Он только повел головой в сторону кухни, как официант не замедлил явиться.

— Кофе, десерт? — склонился тот над Ленькой.

— Счет.

Пока официант не принес кожаную папочку со счетом, мы молчали.

— Сколько? — поинтересовалась я, пока Ленька вкладывал в папочку деньги.

— Неважно, — отмахнулся Кораблев. — Я вас угощаю. Нет, серьезно, мне тут нравится, я готов жрать этих вонючих голубей, только чтобы мне салфеточку на коленях раскладывали. Жалко, что тут в халдеях одни мужики. Нет, чтоб официанточка мне коленки погладила…

На чай Ленька оставил ровно десять процентов от счета — я это посчитала, подглядев сумму счета и купюры, которые он достал из бумажника. Моих бы денег на этот обед не хватило.

Выйдя из обеденного зала, Ленька получил от гардеробщицы свое и мое пальто и щедрой рукой положил на стойку гардероба бежевую сотенную бумажку.

— Спасибо, — тихо сказала гардеробщица, благодарно принимая деньги. — Вы прямо как Валерий Витальевич, тот тоже всегда на чай давал, не скупился. А как-то с компанией тут был и за всех рассчитался, сто долларов мне оставил. Вот был человек душевный…

Вышибале, который любезно открыл нам дверь, Кораблев тоже что-то сунул в ладошку, но тот, в отличие от гардеробщицы, не стал откровенничать с нами про привычки их постоянных посетителей.

Мы вышли на набережную и облокотились на парапет, разглядывая разноцветный мусор, перекатывающийся по льду канала.

— Я покурю? — спросил Кораблев, и, не дожидаясь моего ответа, вытащил пачку сигарет.

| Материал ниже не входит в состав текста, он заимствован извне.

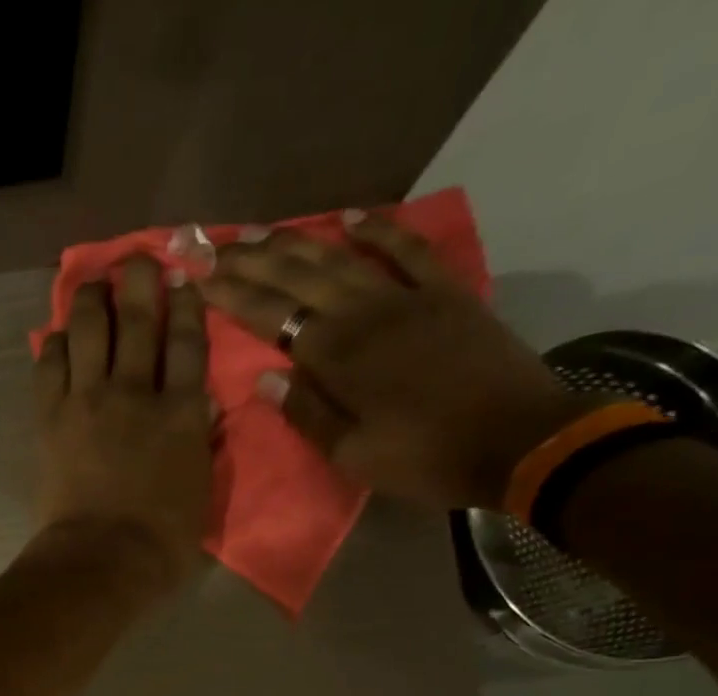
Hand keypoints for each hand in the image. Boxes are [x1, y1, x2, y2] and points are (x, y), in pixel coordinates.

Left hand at [33, 255, 214, 591]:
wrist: (101, 559)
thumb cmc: (161, 542)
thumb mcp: (201, 494)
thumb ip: (202, 446)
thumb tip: (204, 411)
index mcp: (182, 414)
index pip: (189, 344)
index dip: (187, 307)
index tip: (183, 282)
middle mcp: (137, 393)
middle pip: (139, 320)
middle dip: (139, 281)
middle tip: (136, 260)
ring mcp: (90, 401)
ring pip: (90, 329)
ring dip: (91, 298)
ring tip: (92, 285)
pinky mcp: (51, 417)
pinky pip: (50, 364)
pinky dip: (55, 343)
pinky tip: (58, 335)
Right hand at [204, 213, 591, 511]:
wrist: (516, 441)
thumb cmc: (423, 458)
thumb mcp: (352, 454)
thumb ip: (307, 413)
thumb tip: (266, 377)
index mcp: (338, 357)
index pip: (272, 317)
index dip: (233, 297)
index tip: (201, 279)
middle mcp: (365, 314)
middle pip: (299, 278)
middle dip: (254, 262)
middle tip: (219, 248)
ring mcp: (408, 297)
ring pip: (342, 258)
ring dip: (299, 241)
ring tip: (263, 231)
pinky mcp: (446, 293)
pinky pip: (408, 250)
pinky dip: (380, 230)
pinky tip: (352, 216)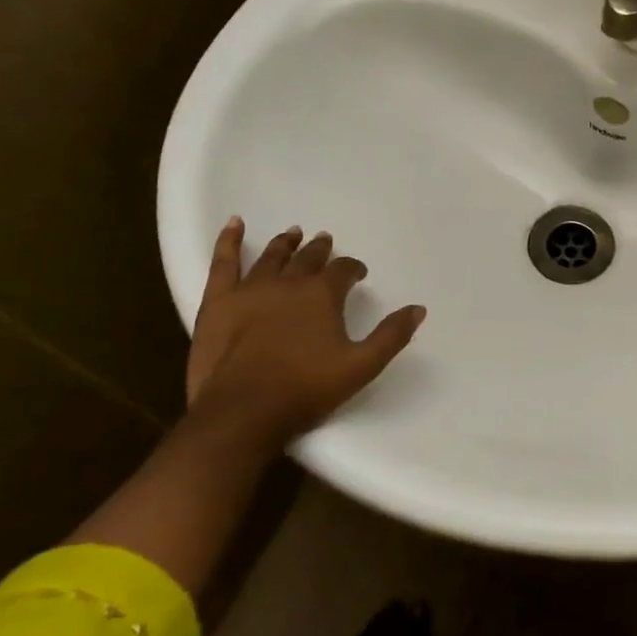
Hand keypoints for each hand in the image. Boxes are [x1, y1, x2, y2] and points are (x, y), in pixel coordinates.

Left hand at [186, 218, 425, 436]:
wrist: (243, 411)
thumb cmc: (306, 389)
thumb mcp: (362, 366)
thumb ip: (391, 335)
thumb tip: (418, 309)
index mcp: (323, 295)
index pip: (344, 270)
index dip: (353, 269)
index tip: (359, 273)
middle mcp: (289, 283)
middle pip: (308, 258)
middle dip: (320, 250)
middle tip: (325, 240)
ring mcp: (250, 289)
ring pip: (272, 257)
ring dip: (285, 243)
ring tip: (293, 234)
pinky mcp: (218, 301)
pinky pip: (223, 262)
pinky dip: (228, 241)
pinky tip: (234, 224)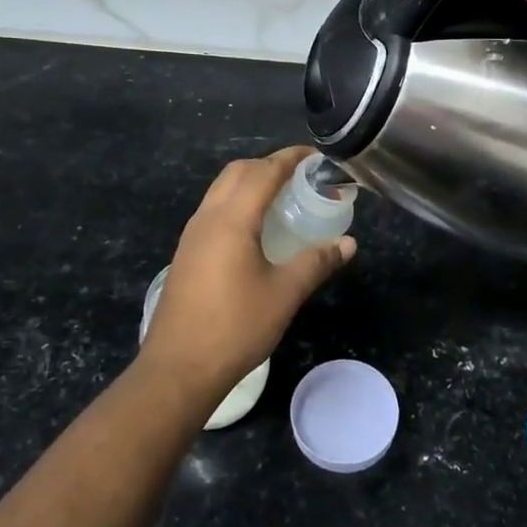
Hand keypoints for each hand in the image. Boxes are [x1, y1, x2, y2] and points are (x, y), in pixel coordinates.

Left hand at [139, 147, 355, 399]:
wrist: (178, 369)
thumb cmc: (235, 328)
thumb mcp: (284, 294)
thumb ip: (316, 263)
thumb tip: (348, 243)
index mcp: (231, 219)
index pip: (264, 171)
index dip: (291, 159)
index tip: (317, 157)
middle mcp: (207, 217)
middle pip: (238, 172)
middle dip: (269, 165)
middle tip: (301, 178)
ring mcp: (192, 235)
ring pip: (221, 190)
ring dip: (250, 183)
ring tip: (282, 199)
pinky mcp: (186, 254)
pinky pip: (214, 211)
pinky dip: (237, 203)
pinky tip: (256, 231)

— Ну что? — затянувшись, сказал он. — Могло так быть, что никто не видел, куда они делись?

— Нет, — признала я. — Не могло. Но неужели кто-то явился их похищать прямо в ресторан? Зачем эта морока? Я бы поняла, если бы супруги Нагорные мирно пообедали и вышли из ресторана, но ведь они исчезли, не дождавшись даже закусок…

— Да, мне тоже кажется, что вышли они добровольно. Только с чего бы они вдруг подхватились и выскочили из ресторана?

— Кстати, последний звонок перед обедом был на трубку Нагорного в тринадцать пятьдесят две, и этот человек допрошен. А следующий звонок — в четырнадцать пятнадцать, и Нагорный уже на него не отвечает.

— Может, звонили в ресторан? А там их просто позвали к телефону?

— И никто из халдеев об этом не проговорился? Сомнительно, чтобы купили весь ресторан, вместе с теткой на вешалке и с мордоворотом этим. А?

— Лень, а как насчет охранника? Он-то не при делах? Вдруг он никуда не уезжал, Нагорный тогда ведь мог выйти к машине, и жена за ним следом, а?

— Охранник уже у нас посидел, трое суток, — лениво ответил Кораблев. — Работали с ним серьезно, выжали досуха. Он тоже ездил обедать, к своей бабе, в кафе на Суворовском. Там его видели шесть человек, и постовой у главка его тачку заметил. К тому же охранник тупой, как угол в сто шестьдесят градусов. Если что, он поплыл бы сразу.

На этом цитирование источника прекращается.